◆ TASK PROMPT
Can you pull out each line of the data below that includes the word "Château"?

◆ EXERCISE DATA

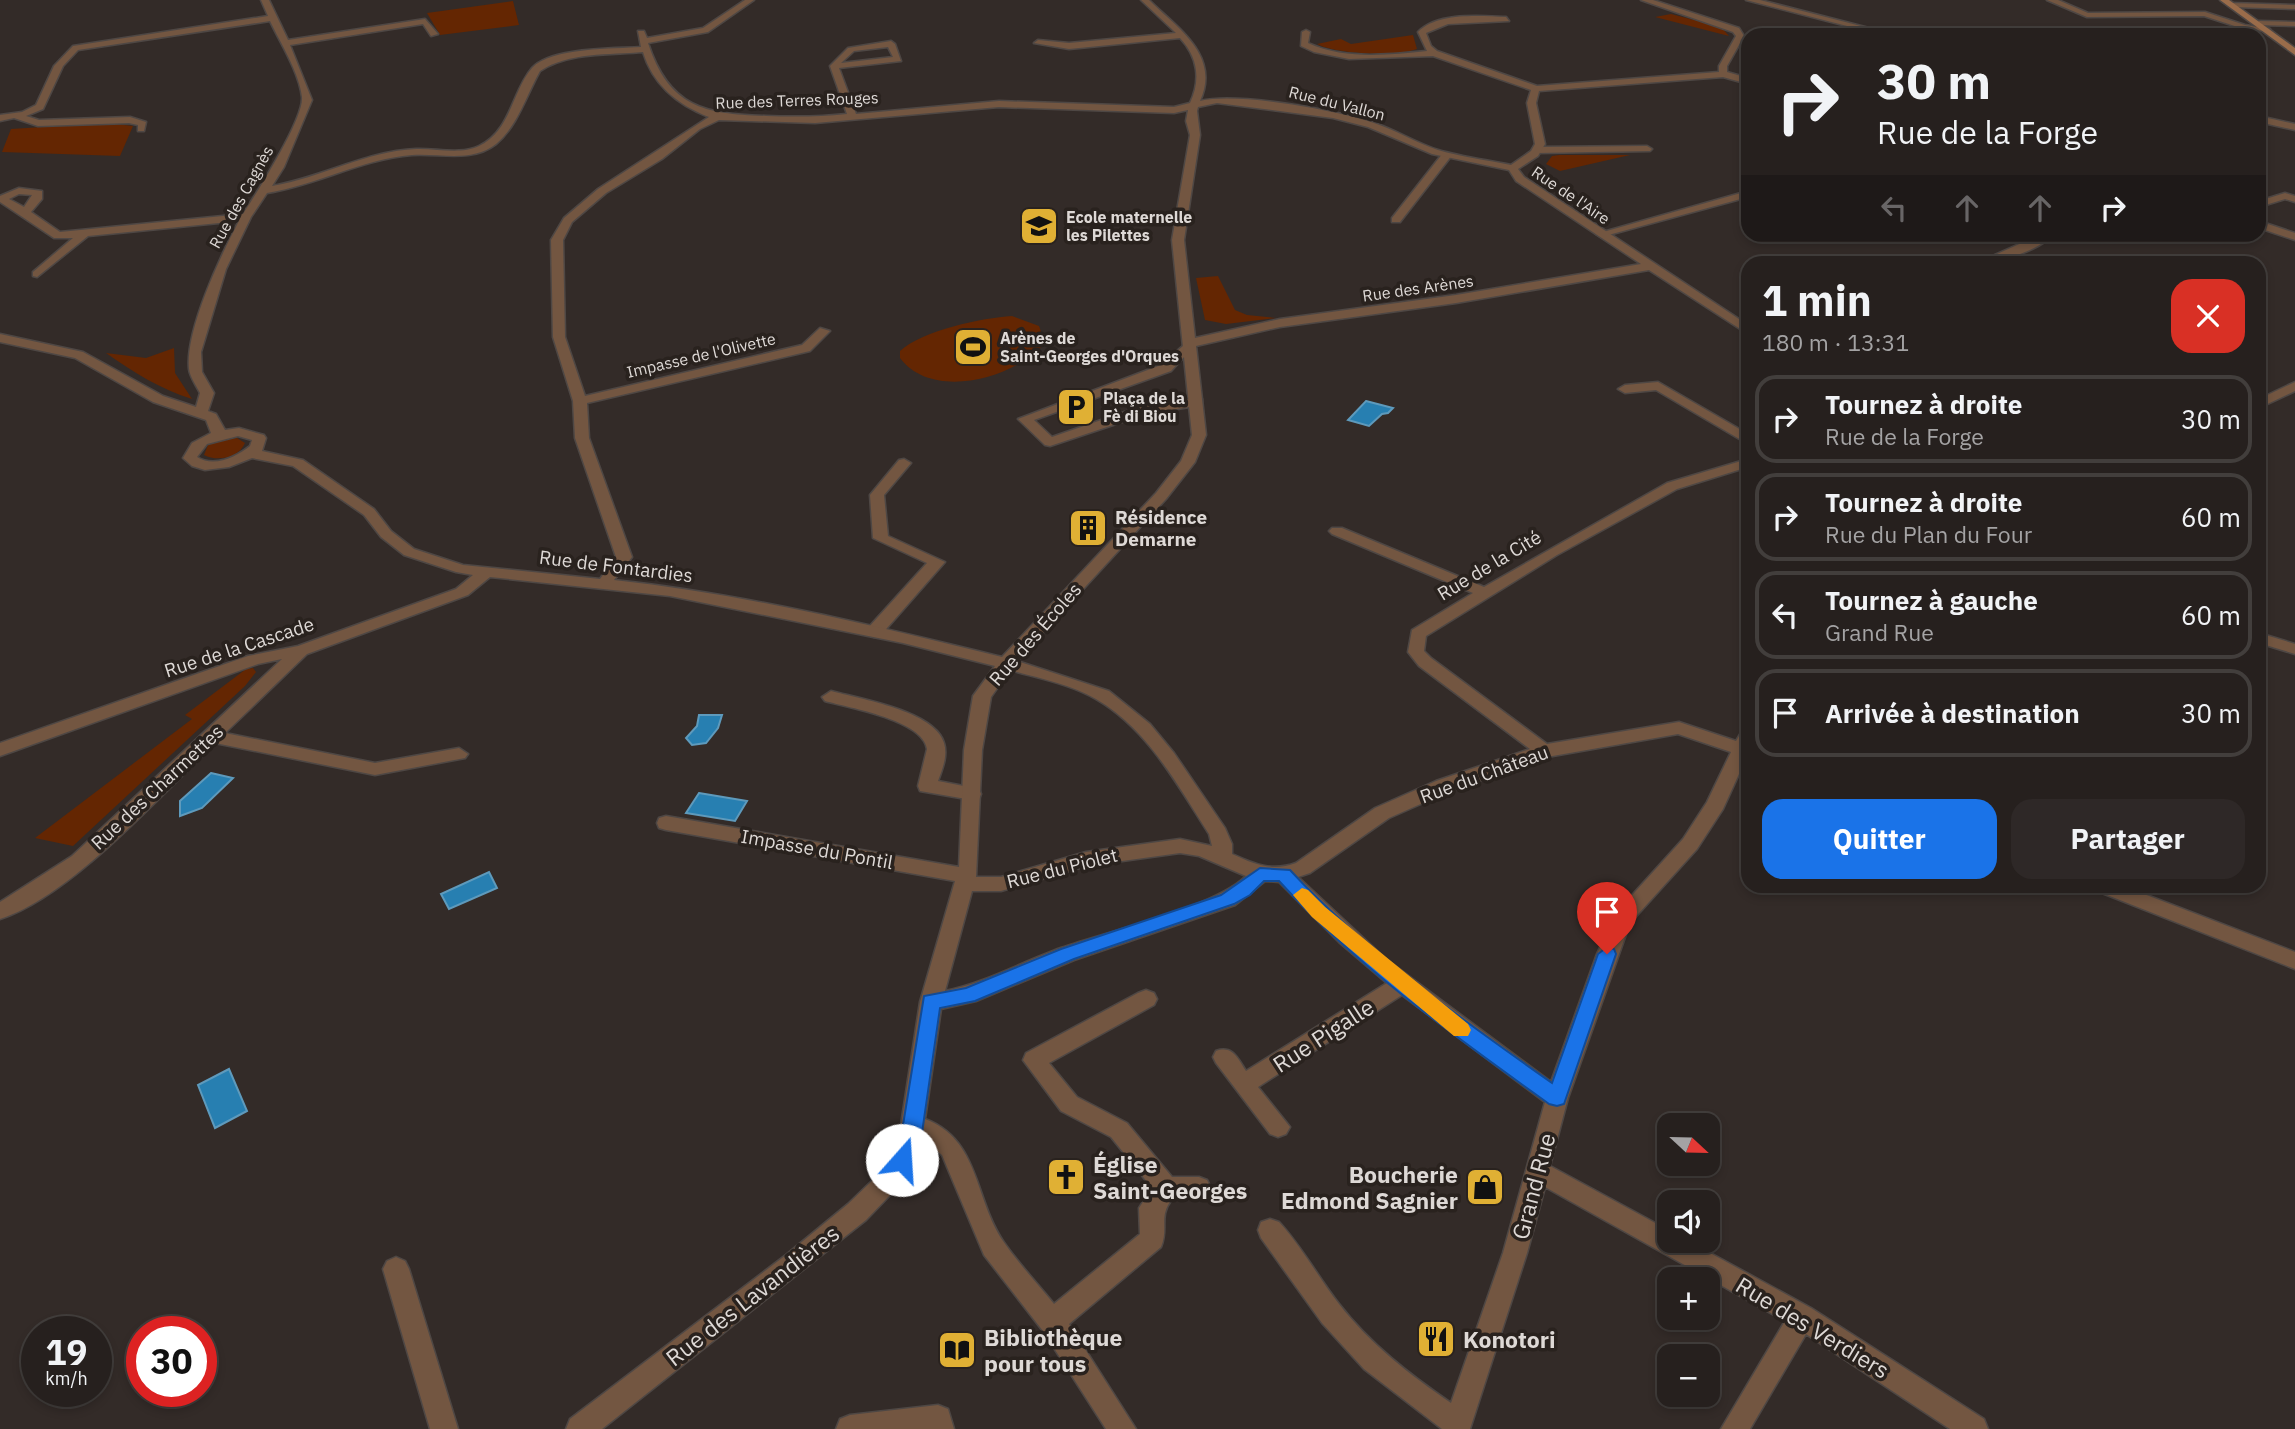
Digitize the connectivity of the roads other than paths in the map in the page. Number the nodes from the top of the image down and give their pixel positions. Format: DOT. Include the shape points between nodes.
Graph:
graph roads {
  1 [pos="265,0"];
  2 [pos="750,0"];
  3 [pos="1146,0"];
  4 [pos="1152,0"];
  5 [pos="1645,0"];
  6 [pos="1751,0"];
  7 [pos="2051,0"];
  8 [pos="2224,0"];
  9 [pos="2233,5"];
  10 [pos="2295,7"];
  11 [pos="274,18"];
  12 [pos="1506,19"];
  13 [pos="2295,24"];
  14 [pos="2263,26"];
  15 [pos="1864,28"];
  16 [pos="2265,28"];
  17 [pos="2266,28"];
  18 [pos="1306,33"];
  19 [pos="434,34"];
  20 [pos="1184,35"];
  21 [pos="643,41"];
  22 [pos="286,43"];
  23 [pos="1038,43"];
  24 [pos="1434,52"];
  25 [pos="2295,52"];
  26 [pos="834,66"];
  27 [pos="1723,74"];
  28 [pos="1741,79"];
  29 [pos="1536,89"];
  30 [pos="1191,107"];
  31 [pos="16,116"];
  32 [pos="717,117"];
  33 [pos="853,117"];
  34 [pos="0,118"];
  35 [pos="2266,121"];
  36 [pos="2295,127"];
  37 [pos="141,129"];
  38 [pos="1647,149"];
  39 [pos="1537,150"];
  40 [pos="1447,155"];
  41 [pos="1513,168"];
  42 [pos="267,190"];
  43 [pos="1741,196"];
  44 [pos="2295,199"];
  45 [pos="2266,202"];
  46 [pos="24,212"];
  47 [pos="246,217"];
  48 [pos="1396,220"];
  49 [pos="2266,227"];
  50 [pos="1601,234"];
  51 [pos="83,236"];
  52 [pos="2295,237"];
  53 [pos="2038,242"];
  54 [pos="2001,256"];
  55 [pos="1650,266"];
  56 [pos="37,274"];
  57 [pos="1741,325"];
  58 [pos="824,331"];
  59 [pos="0,338"];
  60 [pos="1191,343"];
  61 [pos="2295,386"];
  62 [pos="1625,389"];
  63 [pos="2266,400"];
  64 [pos="580,401"];
  65 [pos="1197,402"];
  66 [pos="201,412"];
  67 [pos="218,435"];
  68 [pos="1741,436"];
  69 [pos="251,453"];
  70 [pos="904,463"];
  71 [pos="1741,465"];
  72 [pos="1336,531"];
  73 [pos="485,573"];
  74 [pos="603,585"];
  75 [pos="1483,592"];
  76 [pos="874,632"];
  77 [pos="2266,640"];
  78 [pos="2295,649"];
  79 [pos="302,650"];
  80 [pos="1006,663"];
  81 [pos="831,697"];
  82 [pos="211,736"];
  83 [pos="1741,741"];
  84 [pos="0,750"];
  85 [pos="1544,751"];
  86 [pos="1741,751"];
  87 [pos="459,754"];
  88 [pos="972,794"];
  89 [pos="666,823"];
  90 [pos="1222,858"];
  91 [pos="1260,874"];
  92 [pos="1284,875"];
  93 [pos="966,880"];
  94 [pos="2122,893"];
  95 [pos="0,911"];
  96 [pos="2295,961"];
  97 [pos="1403,984"];
  98 [pos="1146,999"];
  99 [pos="931,1002"];
  100 [pos="1224,1057"];
  101 [pos="1243,1085"];
  102 [pos="1557,1097"];
  103 [pos="1278,1127"];
  104 [pos="911,1136"];
  105 [pos="1538,1171"];
  106 [pos="1166,1188"];
  107 [pos="1199,1188"];
  108 [pos="1270,1230"];
  109 [pos="396,1269"];
  110 [pos="1802,1317"];
  111 [pos="1052,1322"];
  112 [pos="1457,1426"];
  113 [pos="444,1429"];
  114 [pos="580,1429"];
  115 [pos="850,1429"];
  116 [pos="940,1429"];
  117 [pos="1122,1429"];
  118 [pos="1735,1429"];
  119 [pos="1974,1429"];
  1 -- 11 [label="street, Rue des Cagnès"];
  2 -- 21 [label="street" via="705,30"];
  3 -- 4 [label="street"];
  3 -- 20 [label="street"];
  5 -- 27 [label="street" via="1736,30 1740,36"];
  6 -- 15 [label="street"];
  7 -- 14 [label="street" via="2087,15 2204,14 2244,27"];
  8 -- 9 [label="street"];
  9 -- 10 [label="street"];
  9 -- 14 [label="street"];
  11 -- 22 [label="street, Rue des Cagnès"];
  11 -- 31 [label="street" via="76,48 58,67 40,107"];
  12 -- 24 [label="street" via="1472,19 1424,28 1427,47"];
  13 -- 14 [label="street"];
  14 -- 16 [label="street"];
  17 -- 25 [label="street"];
  18 -- 24 [label="street" via="1304,44 1329,54"];
  19 -- 22 [label="street" via="424,19"];
  20 -- 23 [label="street" via="1069,46"];
  20 -- 30 [label="street" via="1197,54 1202,85"];
  21 -- 32 [label="street" via="656,74 676,98"];
  21 -- 42 [label="street" via="542,64 496,139 474,150 399,154"];
  22 -- 42 [label="street, Rue des Cagnès" via="307,100"];
  24 -- 29 [label="street"];
  26 -- 26 [label="street" via="847,65 898,59 891,44 848,48"];
  26 -- 33 [label="street"];
  27 -- 28 [label="street"];
  27 -- 29 [label="street"];
  29 -- 39 [label="street, Rue de l'Aire" via="1531,98 1540,143"];
  30 -- 33 [label="street, Rue des Terres Rouges" via="999,104"];
  30 -- 40 [label="street, Rue du Vallon" via="1217,100 1302,109 1371,125"];
  30 -- 60 [label="street, Rue des Écoles" via="1195,135 1178,240"];
  31 -- 34 [label="street"];
  31 -- 37 [label="street" via="38,123 130,120 143,124"];
  32 -- 33 [label="street, Rue des Terres Rouges" via="786,121"];
  32 -- 64 [label="street, Rue des Terres Rouges" via="602,191 561,230 557,240 558,326"];
  35 -- 36 [label="street"];
  38 -- 39 [label="street"];
  39 -- 41 [label="street, Rue de l'Aire"];
  40 -- 41 [label="street, Rue du Vallon"];
  40 -- 48 [label="street"];
  41 -- 50 [label="street, Rue de l'Aire" via="1520,179"];
  42 -- 47 [label="street, Rue des Cagnès"];
  43 -- 50 [label="street"];
  44 -- 45 [label="street" via="2285,196"];
  46 -- 51 [label="street" via="58,236"];
  47 -- 51 [label="street"];
  47 -- 66 [label="street, Rue des Cagnès" via="220,269 195,352 196,372 207,393"];
  49 -- 52 [label="street"];
  50 -- 55 [label="street, Rue de l'Aire"];
  51 -- 56 [label="street"];
  53 -- 54 [label="street"];
  55 -- 57 [label="street, Rue de l'Aire"];
  55 -- 60 [label="street, Rue des Arènes" via="1280,323"];
  58 -- 64 [label="street, Impasse de l'Olivette" via="806,348"];
  59 -- 66 [label="street" via="79,355 158,400"];
  60 -- 65 [label="street, Rue des Écoles"];
  60 -- 65 [label="street" via="1166,368 1025,419 1050,442 1144,410"];
  61 -- 63 [label="street"];
  62 -- 68 [label="street" via="1658,386"];
  64 -- 74 [label="street, Rue des Terres Rouges" via="582,438 624,557"];
  65 -- 80 [label="street, Rue des Écoles" via="1199,435 1188,462"];
  66 -- 67 [label="street" via="216,423"];
  67 -- 69 [label="street" via="255,435 259,443"];
  67 -- 69 [label="street" via="193,448 193,461 220,464"];
  69 -- 73 [label="street, Rue de Fontardies" via="298,463 369,512 386,534 409,552"];
  70 -- 76 [label="street" via="877,495 881,538 937,562"];
  71 -- 75 [label="street, Rue de la Cité" via="1672,486"];
  72 -- 75 [label="street"];
  73 -- 74 [label="street, Rue de Fontardies"];
  73 -- 79 [label="street, Rue de la Cascade" via="462,592"];
  74 -- 76 [label="street, Rue de Fontardies" via="670,591"];
  75 -- 85 [label="street, Rue de la Cité" via="1424,628 1416,652"];
  76 -- 80 [label="street, Rue de Fontardies"];
  77 -- 78 [label="street"];
  79 -- 82 [label="street, Rue des Charmettes"];
  79 -- 84 [label="street, Rue de la Cascade" via="254,660"];
  80 -- 88 [label="street, Rue des Écoles" via="986,688 977,710"];
  80 -- 90 [label="street, Rue de Fontardies" via="1103,695 1144,728 1200,803 1222,844"];
  81 -- 88 [label="street" via="918,724 933,738 936,752 928,786"];
  82 -- 87 [label="street" via="375,769"];
  82 -- 95 [label="street, Rue des Charmettes" via="79,861"];
  83 -- 85 [label="street, Rue du Château" via="1679,728"];
  85 -- 92 [label="street, Rue du Château" via="1382,813 1303,868"];
  86 -- 102 [label="street, Grand Rue" via="1716,804 1690,844 1622,919"];
  88 -- 93 [label="street, Rue des Écoles"];
  89 -- 93 [label="street, Impasse du Pontil"];
  90 -- 91 [label="street"];
  90 -- 93 [label="street, Rue du Piolet" via="1180,846 1086,859 1001,884"];
  91 -- 92 [label="street"];
  91 -- 99 [label="street" via="1228,900 1067,954 968,995"];
  92 -- 97 [label="street" via="1318,912"];
  93 -- 99 [label="street, Rue des Écoles"];
  94 -- 96 [label="street"];
  97 -- 101 [label="street, Rue Pigalle"];
  97 -- 102 [label="street"];
  98 -- 106 [label="street" via="1034,1060 1069,1104 1119,1130"];
  99 -- 104 [label="street, Rue des Écoles"];
  100 -- 101 [label="street"];
  101 -- 103 [label="street"];
  102 -- 105 [label="street, Grand Rue"];
  104 -- 111 [label="street" via="935,1133 951,1148 993,1247"];
  104 -- 114 [label="street, Rue des Lavandières" via="884,1185 857,1212"];
  105 -- 110 [label="street, Rue des Verdiers"];
  105 -- 112 [label="street, Grand Rue"];
  106 -- 107 [label="street"];
  106 -- 111 [label="street" via="1151,1208 1152,1239"];
  108 -- 112 [label="street" via="1332,1315 1374,1361"];
  109 -- 113 [label="street"];
  110 -- 118 [label="street"];
  110 -- 119 [label="street, Rue des Verdiers"];
  111 -- 117 [label="street"];
  115 -- 116 [label="street" via="938,1419"];
}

◆ RESPONSE TO THIS TASK
  83 -- 85 [label="street, Rue du Château" via="1679,728"];
  85 -- 92 [label="street, Rue du Château" via="1382,813 1303,868"];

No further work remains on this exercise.